As to the carriage to and from the intermediate points, we think there is undoubtedly less positive evidence that the applicant was a carrier of general commodities to the intermediate points than there was as to his being such a carrier through. But we think it plain that the record admits of no other reasonable conclusion than that, within the principle established in Hall v. United States, supra, the applicant established that he was a common carrier of general commodities during the critical period to and from the intermediate points concerned, and that the order denying the certificate as to such carriage is likewise invalid. Because the findings are without support in the evidence, and the order, limiting plaintiff's certificate for carriage westbound and denying it altogether for carriage to and from intermediate points, is in that respect arbitrary and invalid, a decree enjoining and setting the order aside to the extent that it limits and denies plaintiff's application will be entered.
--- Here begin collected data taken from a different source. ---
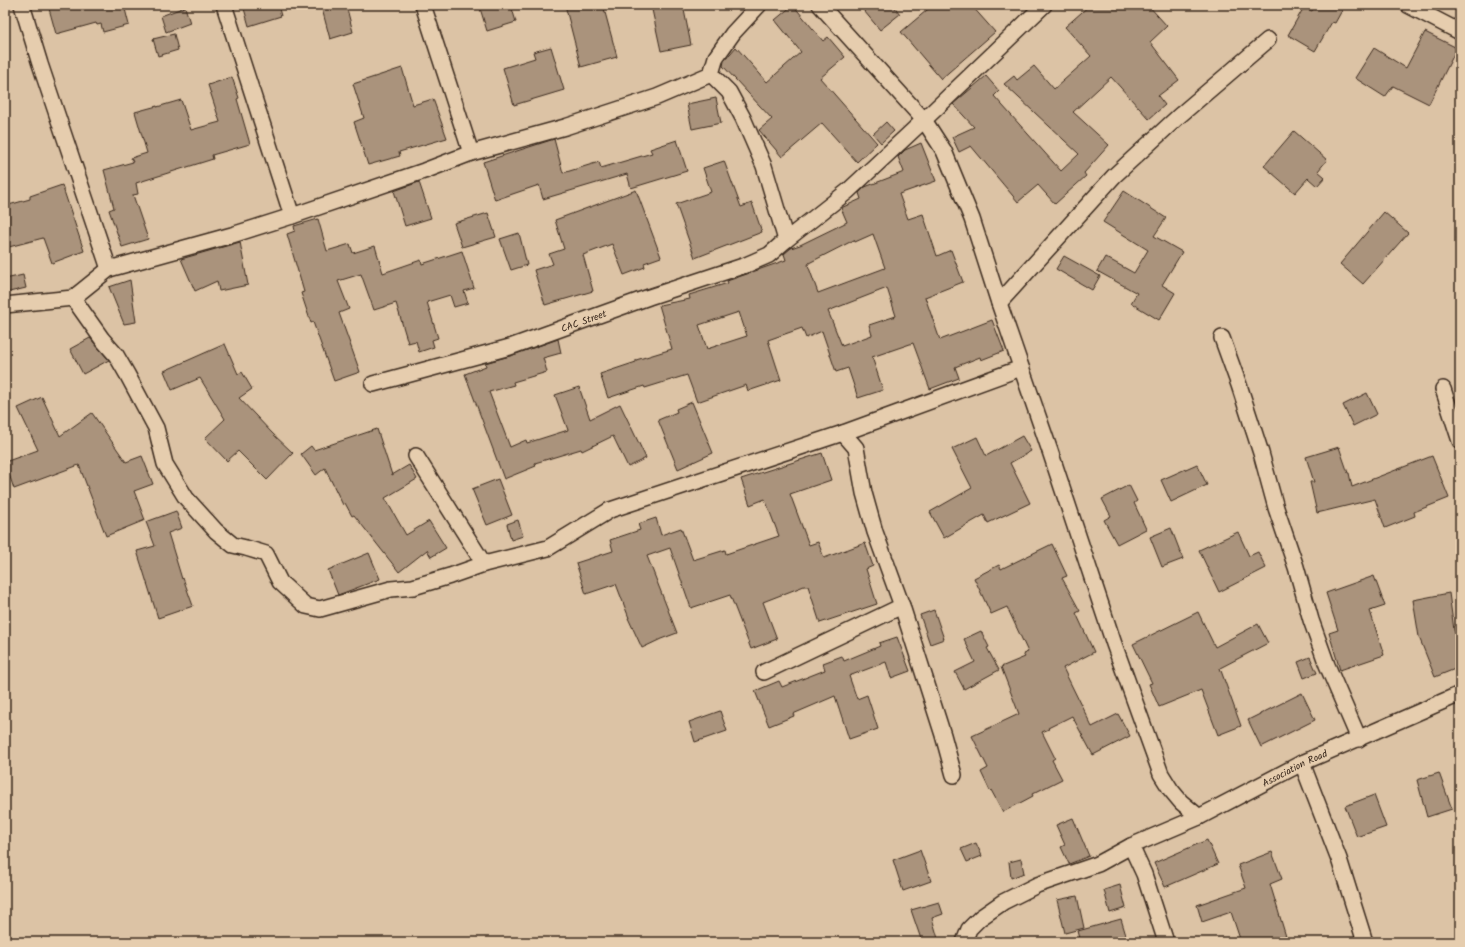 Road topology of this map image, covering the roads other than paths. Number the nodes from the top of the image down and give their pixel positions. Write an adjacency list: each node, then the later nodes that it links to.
1 (22, 5): 15 (street)
2 (224, 5): 13 (street)
3 (423, 5): 12 (street)
4 (758, 5): 10 (street)
5 (820, 5): 11 (street)
6 (1044, 5): 11 (street, CAC Street)
7 (1408, 5): 8 (street)
8 (1460, 32)
9 (1268, 40): 17 (street)
10 (711, 74): 12 (street); 14 (street)
11 (924, 120): 14 (street, CAC Street); 17 (street)
12 (471, 153): 13 (street)
13 (292, 216): 15 (street)
14 (786, 240): 21 (street, CAC Street)
15 (108, 269): 16 (street)
16 (73, 298): 18 (street); 26 (street)
17 (999, 303): 20 (street)
18 (5, 305)
19 (1222, 338): 30 (street)
20 (1021, 368): 23 (street); 33 (street)
21 (373, 384)
22 (1442, 389): 24 (street)
23 (843, 433): 26 (street); 27 (street)
24 (1460, 441)
25 (416, 456): 26 (street)
26 (484, 564)
27 (902, 606): 28 (street); 32 (street)
28 (764, 672)
29 (1460, 694): 30 (street, Association Road)
30 (1359, 738): 31 (street, Association Road)
31 (1302, 763): 33 (street, Association Road); 37 (street)
32 (954, 775)
33 (1199, 817): 34 (street, Association Road)
34 (1132, 846): 35 (street, Association Road); 36 (street)
35 (964, 942)
36 (1166, 942)
37 (1365, 942)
1. 49 U.S.C.A. §§ 306 and 309.
2. 19 M.C.C. 677.
3. "Upon reconsideration, we find that on and continuously since June 1, 1935, applicant was and has been engaged in operation, in interstate commerce, as a common carrier by motor vehicle (1) of edible nuts from San Antonio, Texas, to Los Angeles, California, and (2) of general commodities, except articles of unusual value, dangerous explosives, commodities in bulk and those requiring special equipment, from Los Angeles to San Antonio, in each instance over the following route: (Route described) serving no intermediate points; that a certificate authorizing continuance of such operations should be granted; and that the application to the extent it was reopened, should be denied in all other respects. "Upon compliance by applicant with the requirements of sections 215 and 217 of the act and our rules and regulations thereunder, an appropriate amended certificate reflecting our findings herein will be issued. An order will be entered denying the application except to the extent granted herein."